» About this exercise
Search the records for the word "Freeway" and copy every line in which it occurs.

(Stored entries)
>>>

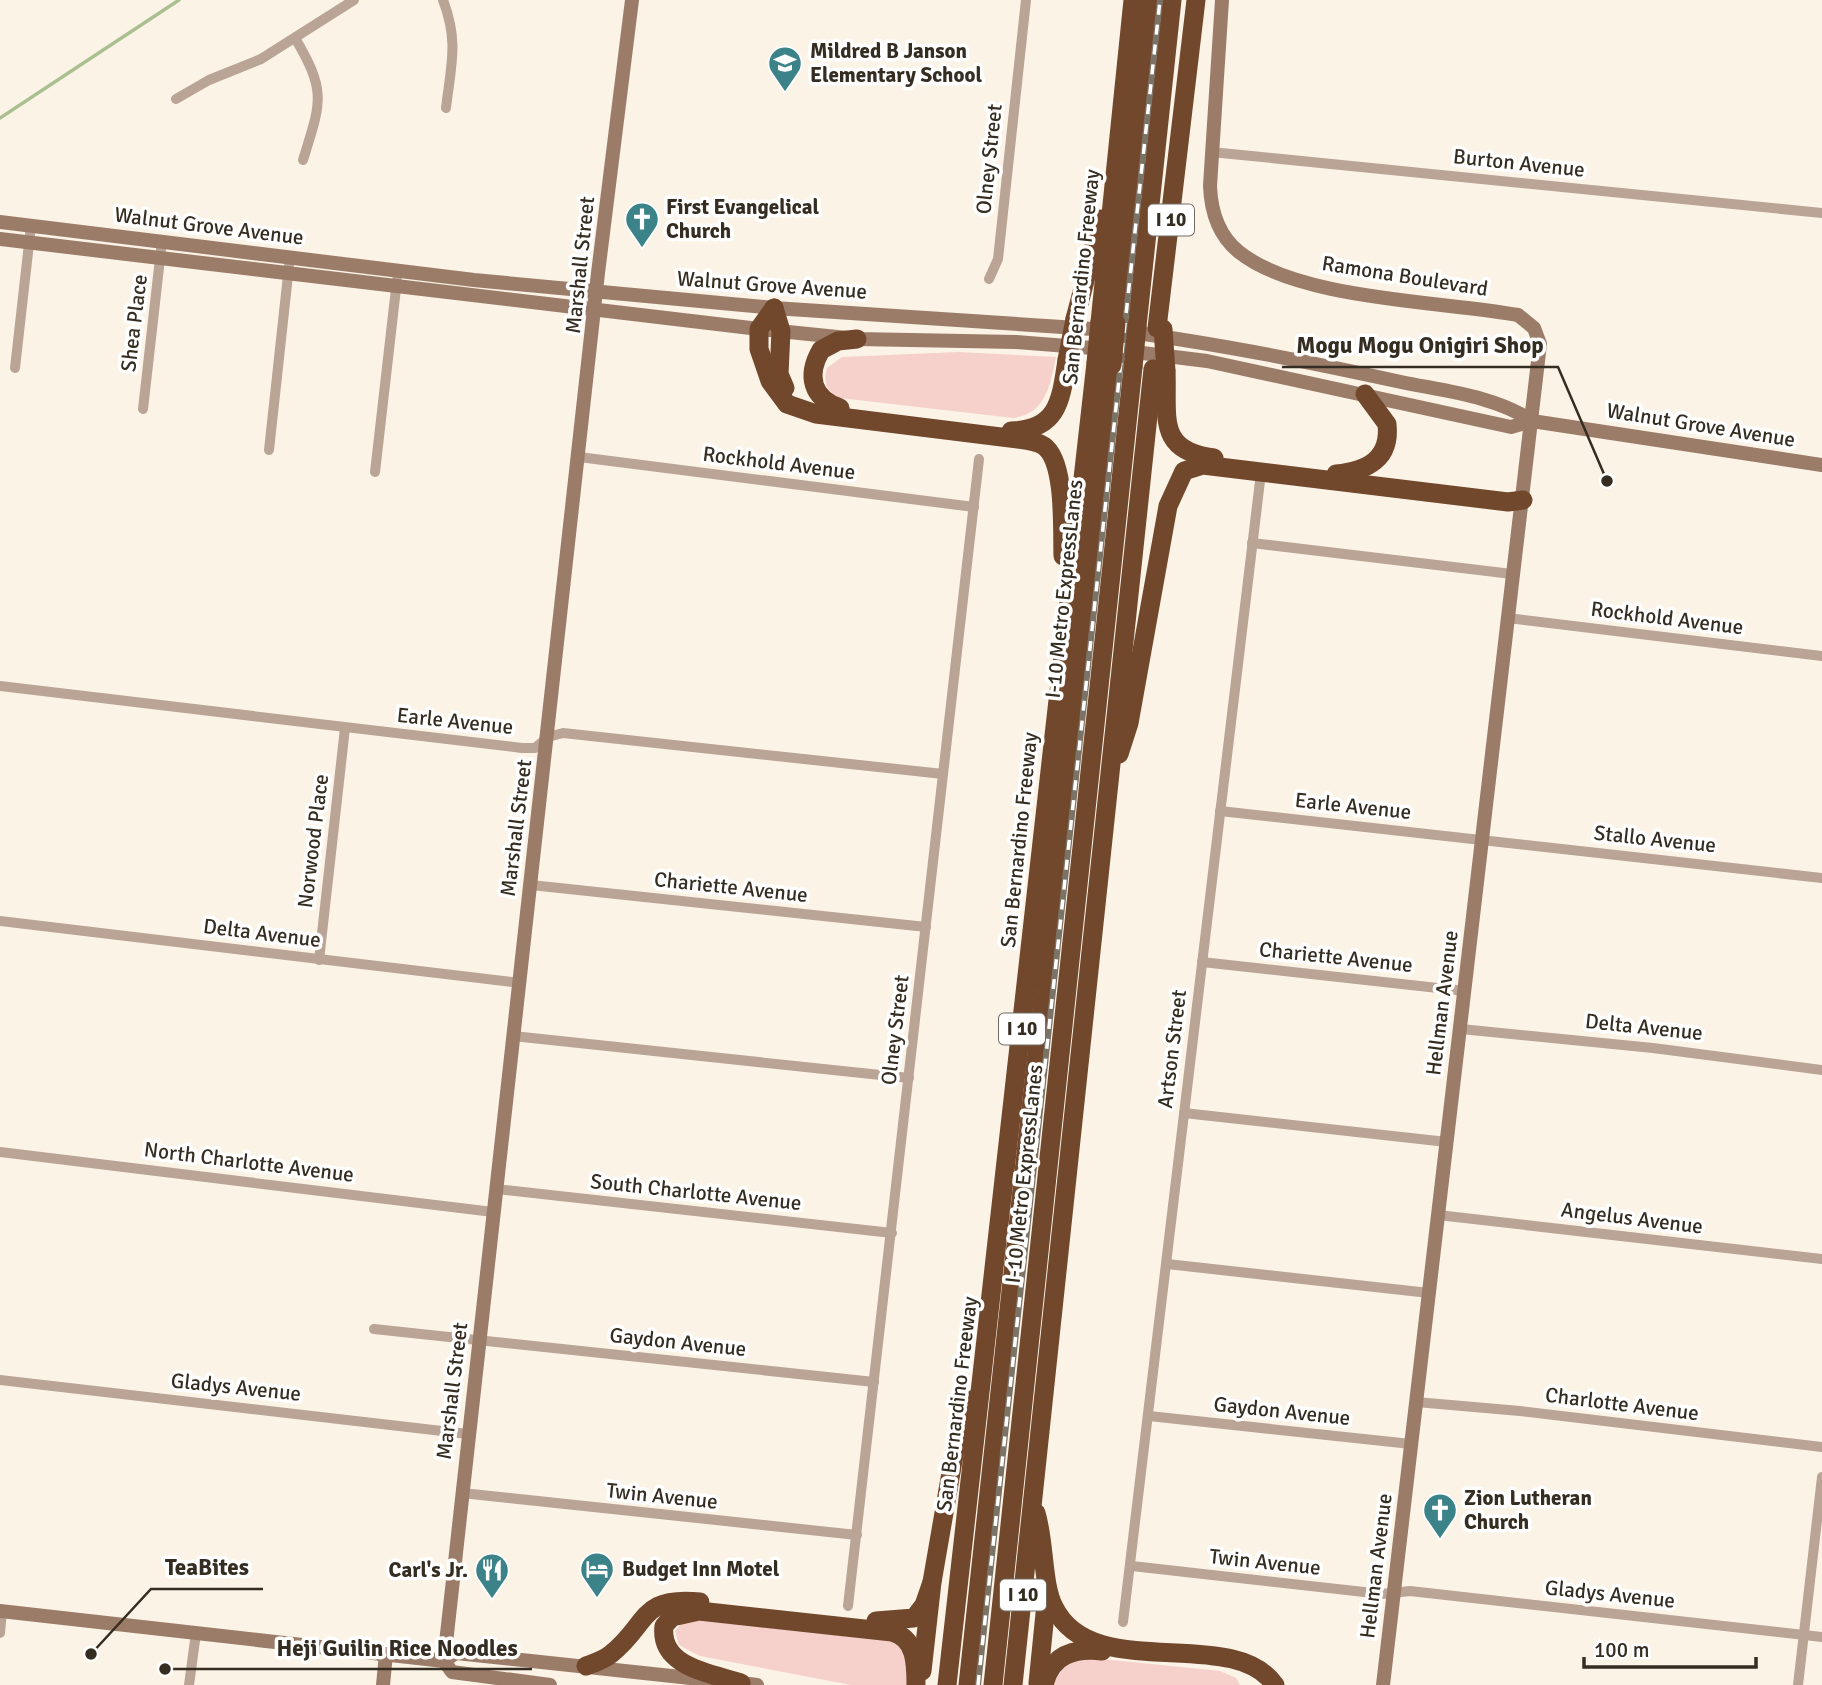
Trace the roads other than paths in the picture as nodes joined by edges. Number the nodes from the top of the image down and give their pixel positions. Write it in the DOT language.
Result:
graph roads {
  1 [pos="354,0"];
  2 [pos="443,0"];
  3 [pos="632,0"];
  4 [pos="1026,0"];
  5 [pos="1133,0"];
  6 [pos="1151,0"];
  7 [pos="1172,0"];
  8 [pos="1196,0"];
  9 [pos="1222,0"];
  10 [pos="295,38"];
  11 [pos="176,99"];
  12 [pos="446,108"];
  13 [pos="1211,152"];
  14 [pos="303,160"];
  15 [pos="1116,160"];
  16 [pos="1822,213"];
  17 [pos="0,222"];
  18 [pos="32,226"];
  19 [pos="0,239"];
  20 [pos="162,241"];
  21 [pos="29,243"];
  22 [pos="290,256"];
  23 [pos="160,258"];
  24 [pos="398,270"];
  25 [pos="288,274"];
  26 [pos="989,279"];
  27 [pos="396,287"];
  28 [pos="598,292"];
  29 [pos="596,308"];
  30 [pos="774,308"];
  31 [pos="1108,323"];
  32 [pos="1534,328"];
  33 [pos="759,329"];
  34 [pos="781,331"];
  35 [pos="857,339"];
  36 [pos="1104,364"];
  37 [pos="15,368"];
  38 [pos="1160,370"];
  39 [pos="1365,394"];
  40 [pos="840,408"];
  41 [pos="143,409"];
  42 [pos="1532,421"];
  43 [pos="269,450"];
  44 [pos="579,457"];
  45 [pos="979,459"];
  46 [pos="1822,465"];
  47 [pos="375,472"];
  48 [pos="1336,474"];
  49 [pos="1260,481"];
  50 [pos="1523,500"];
  51 [pos="974,507"];
  52 [pos="1252,543"];
  53 [pos="1512,574"];
  54 [pos="1066,610"];
  55 [pos="1508,618"];
  56 [pos="1822,656"];
  57 [pos="0,686"];
  58 [pos="345,728"];
  59 [pos="548,737"];
  60 [pos="943,774"];
  61 [pos="1106,799"];
  62 [pos="1220,811"];
  63 [pos="1483,839"];
  64 [pos="1822,878"];
  65 [pos="531,885"];
  66 [pos="0,921"];
  67 [pos="926,927"];
  68 [pos="319,960"];
  69 [pos="1202,962"];
  70 [pos="520,983"];
  71 [pos="1465,991"];
  72 [pos="1461,1029"];
  73 [pos="513,1036"];
  74 [pos="1822,1069"];
  75 [pos="909,1078"];
  76 [pos="1184,1113"];
  77 [pos="1447,1142"];
  78 [pos="0,1152"];
  79 [pos="496,1189"];
  80 [pos="493,1212"];
  81 [pos="1438,1215"];
  82 [pos="892,1233"];
  83 [pos="1822,1259"];
  84 [pos="1167,1264"];
  85 [pos="1429,1293"];
  86 [pos="373,1329"];
  87 [pos="479,1341"];
  88 [pos="983,1379"];
  89 [pos="0,1380"];
  90 [pos="874,1382"];
  91 [pos="1416,1402"];
  92 [pos="1149,1416"];
  93 [pos="468,1434"];
  94 [pos="1411,1444"];
  95 [pos="1822,1447"];
  96 [pos="1822,1477"];
  97 [pos="462,1493"];
  98 [pos="1033,1505"];
  99 [pos="857,1535"];
  100 [pos="1132,1566"];
  101 [pos="932,1582"];
  102 [pos="1048,1590"];
  103 [pos="1394,1592"];
  104 [pos="848,1606"];
  105 [pos="1,1611"];
  106 [pos="1123,1622"];
  107 [pos="0,1633"];
  108 [pos="196,1633"];
  109 [pos="1804,1635"];
  110 [pos="1822,1637"];
  111 [pos="386,1654"];
  112 [pos="444,1661"];
  113 [pos="586,1666"];
  114 [pos="749,1684"];
  115 [pos="189,1685"];
  116 [pos="383,1685"];
  117 [pos="550,1685"];
  118 [pos="917,1685"];
  119 [pos="947,1685"];
  120 [pos="968,1685"];
  121 [pos="993,1685"];
  122 [pos="1013,1685"];
  123 [pos="1038,1685"];
  124 [pos="1044,1685"];
  125 [pos="1251,1685"];
  126 [pos="1275,1685"];
  127 [pos="1383,1685"];
  128 [pos="1798,1685"];
  1 -- 10 [label="street"];
  2 -- 12 [label="street"];
  3 -- 28 [label="main road, Marshall Street"];
  4 -- 26 [label="street, Olney Street"];
  5 -- 15 [label="highway, San Bernardino Freeway"];
  6 -- 31 [label="highway, I-10 Metro ExpressLanes"];
  7 -- 121 [label="highway, I-10 Metro ExpressLanes, bridge"];
  8 -- 38 [label="highway, I 10, bridge"];
  9 -- 13 [label="main road, Ramona Boulevard"];
  10 -- 11 [label="street"];
  10 -- 14 [label="street"];
  13 -- 16 [label="street, Burton Avenue"];
  13 -- 32 [label="main road, Ramona Boulevard"];
  15 -- 31 [label="highway, San Bernardino Freeway"];
  15 -- 40 [label="highway, bridge"];
  17 -- 18 [label="main road, Walnut Grove Avenue"];
  18 -- 20 [label="main road, Walnut Grove Avenue"];
  18 -- 21 [label="street"];
  19 -- 21 [label="main road, Walnut Grove Avenue"];
  20 -- 22 [label="main road, Walnut Grove Avenue"];
  20 -- 23 [label="street, Shea Place"];
  21 -- 23 [label="main road, Walnut Grove Avenue"];
  21 -- 37 [label="street"];
  22 -- 24 [label="main road, Walnut Grove Avenue"];
  22 -- 25 [label="street"];
  23 -- 25 [label="main road, Walnut Grove Avenue"];
  23 -- 41 [label="street, Shea Place"];
  24 -- 27 [label="street"];
  24 -- 28 [label="main road, Walnut Grove Avenue"];
  25 -- 27 [label="main road, Walnut Grove Avenue"];
  25 -- 43 [label="street"];
  27 -- 29 [label="main road, Walnut Grove Avenue"];
  27 -- 47 [label="street"];
  28 -- 29 [label="main road, Marshall Street"];
  28 -- 30 [label="main road, Walnut Grove Avenue"];
  29 -- 33 [label="main road, Walnut Grove Avenue"];
  29 -- 44 [label="main road, Marshall Street"];
  30 -- 33 [label="highway"];
  30 -- 34 [label="highway"];
  30 -- 42 [label="main road, Walnut Grove Avenue"];
  31 -- 36 [label="highway, I-10 Metro ExpressLanes, bridge"];
  32 -- 42 [label="main road, Hellman Avenue"];
  33 -- 34 [label="main road, Walnut Grove Avenue"];
  33 -- 54 [label="highway"];
  34 -- 35 [label="main road, Walnut Grove Avenue"];
  34 -- 40 [label="highway"];
  35 -- 39 [label="main road, Walnut Grove Avenue"];
  35 -- 40 [label="highway"];
  36 -- 54 [label="highway, San Bernardino Freeway / I 10"];
  36 -- 120 [label="highway, I-10 Metro ExpressLanes"];
  38 -- 48 [label="highway"];
  38 -- 61 [label="highway, I 10"];
  39 -- 42 [label="main road, Walnut Grove Avenue"];
  39 -- 48 [label="highway"];
  42 -- 46 [label="main road, Walnut Grove Avenue"];
  42 -- 50 [label="main road, Hellman Avenue"];
  44 -- 51 [label="street, Rockhold Avenue"];
  44 -- 59 [label="main road, Marshall Street"];
  45 -- 51 [label="street, Olney Street"];
  48 -- 50 [label="highway"];
  49 -- 52 [label="street, Artson Street"];
  50 -- 53 [label="main road, Hellman Avenue"];
  50 -- 61 [label="highway"];
  51 -- 60 [label="street, Olney Street"];
  52 -- 53 [label="street"];
  52 -- 62 [label="street, Artson Street"];
  53 -- 55 [label="main road, Hellman Avenue"];
  54 -- 88 [label="highway, San Bernardino Freeway / I 10"];
  55 -- 56 [label="street, Rockhold Avenue"];
  55 -- 63 [label="main road, Hellman Avenue"];
  57 -- 58 [label="street, Earle Avenue"];
  58 -- 59 [label="street, Earle Avenue"];
  58 -- 68 [label="street, Norwood Place"];
  59 -- 60 [label="street, Earle Avenue"];
  59 -- 65 [label="main road, Marshall Street"];
  60 -- 67 [label="street, Olney Street"];
  61 -- 98 [label="highway, I 10"];
  62 -- 63 [label="street, Earle Avenue"];
  62 -- 69 [label="street, Artson Street"];
  63 -- 64 [label="street, Stallo Avenue"];
  63 -- 71 [label="main road, Hellman Avenue"];
  65 -- 67 [label="street, Chariette Avenue"];
  65 -- 70 [label="main road, Marshall Street"];
  66 -- 68 [label="street, Delta Avenue"];
  67 -- 75 [label="street, Olney Street"];
  68 -- 70 [label="street, Delta Avenue"];
  69 -- 71 [label="street, Chariette Avenue"];
  69 -- 76 [label="street, Artson Street"];
  70 -- 73 [label="main road, Marshall Street"];
  71 -- 72 [label="main road, Hellman Avenue"];
  72 -- 74 [label="street, Delta Avenue"];
  72 -- 77 [label="main road, Hellman Avenue"];
  73 -- 75 [label="street"];
  73 -- 79 [label="main road, Marshall Street"];
  75 -- 82 [label="street, Olney Street"];
  76 -- 77 [label="street"];
  76 -- 84 [label="street, Artson Street"];
  77 -- 81 [label="main road, Hellman Avenue"];
  78 -- 80 [label="street, North Charlotte Avenue"];
  79 -- 80 [label="main road, Marshall Street"];
  79 -- 82 [label="street, South Charlotte Avenue"];
  80 -- 87 [label="main road, Marshall Street"];
  81 -- 83 [label="street, Angelus Avenue"];
  81 -- 85 [label="main road, Hellman Avenue"];
  82 -- 90 [label="street, Olney Street"];
  84 -- 85 [label="street"];
  84 -- 92 [label="street, Artson Street"];
  85 -- 91 [label="main road, Hellman Avenue"];
  86 -- 87 [label="street, Gaydon Avenue"];
  87 -- 90 [label="street, Gaydon Avenue"];
  87 -- 93 [label="main road, Marshall Street"];
  88 -- 101 [label="highway"];
  88 -- 119 [label="highway, San Bernardino Freeway / I 10"];
  89 -- 93 [label="street, Gladys Avenue"];
  90 -- 99 [label="street, Olney Street"];
  91 -- 94 [label="main road, Hellman Avenue"];
  91 -- 95 [label="street, Charlotte Avenue"];
  92 -- 94 [label="street, Gaydon Avenue"];
  92 -- 100 [label="street, Artson Street"];
  93 -- 97 [label="main road, Marshall Street"];
  94 -- 103 [label="main road, Hellman Avenue"];
  96 -- 109 [label="street"];
  97 -- 99 [label="street, Twin Avenue"];
  97 -- 112 [label="main road, Marshall Street"];
  98 -- 102 [label="highway"];
  98 -- 122 [label="highway, I 10"];
  99 -- 104 [label="street, Olney Street"];
  100 -- 103 [label="street, Twin Avenue"];
  100 -- 106 [label="street, Artson Street"];
  101 -- 113 [label="highway"];
  101 -- 118 [label="highway"];
  102 -- 123 [label="highway"];
  102 -- 126 [label="highway"];
  103 -- 109 [label="street, Gladys Avenue"];
  103 -- 127 [label="main road, Hellman Avenue"];
  105 -- 107 [label="street"];
  105 -- 108 [label="main road"];
  108 -- 111 [label="main road"];
  108 -- 115 [label="street"];
  109 -- 110 [label="street, Gladys Avenue"];
  109 -- 128 [label="street"];
  111 -- 112 [label="main road"];
  111 -- 116 [label="main road"];
  112 -- 113 [label="main road"];
  112 -- 117 [label="main road"];
  113 -- 114 [label="main road"];
  114 -- 118 [label="highway"];
  124 -- 125 [label="highway"];
}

<<<

» Response for this exercise
  5 -- 15 [label="highway, San Bernardino Freeway"];
  15 -- 31 [label="highway, San Bernardino Freeway"];
  36 -- 54 [label="highway, San Bernardino Freeway / I 10"];
  54 -- 88 [label="highway, San Bernardino Freeway / I 10"];
  88 -- 119 [label="highway, San Bernardino Freeway / I 10"];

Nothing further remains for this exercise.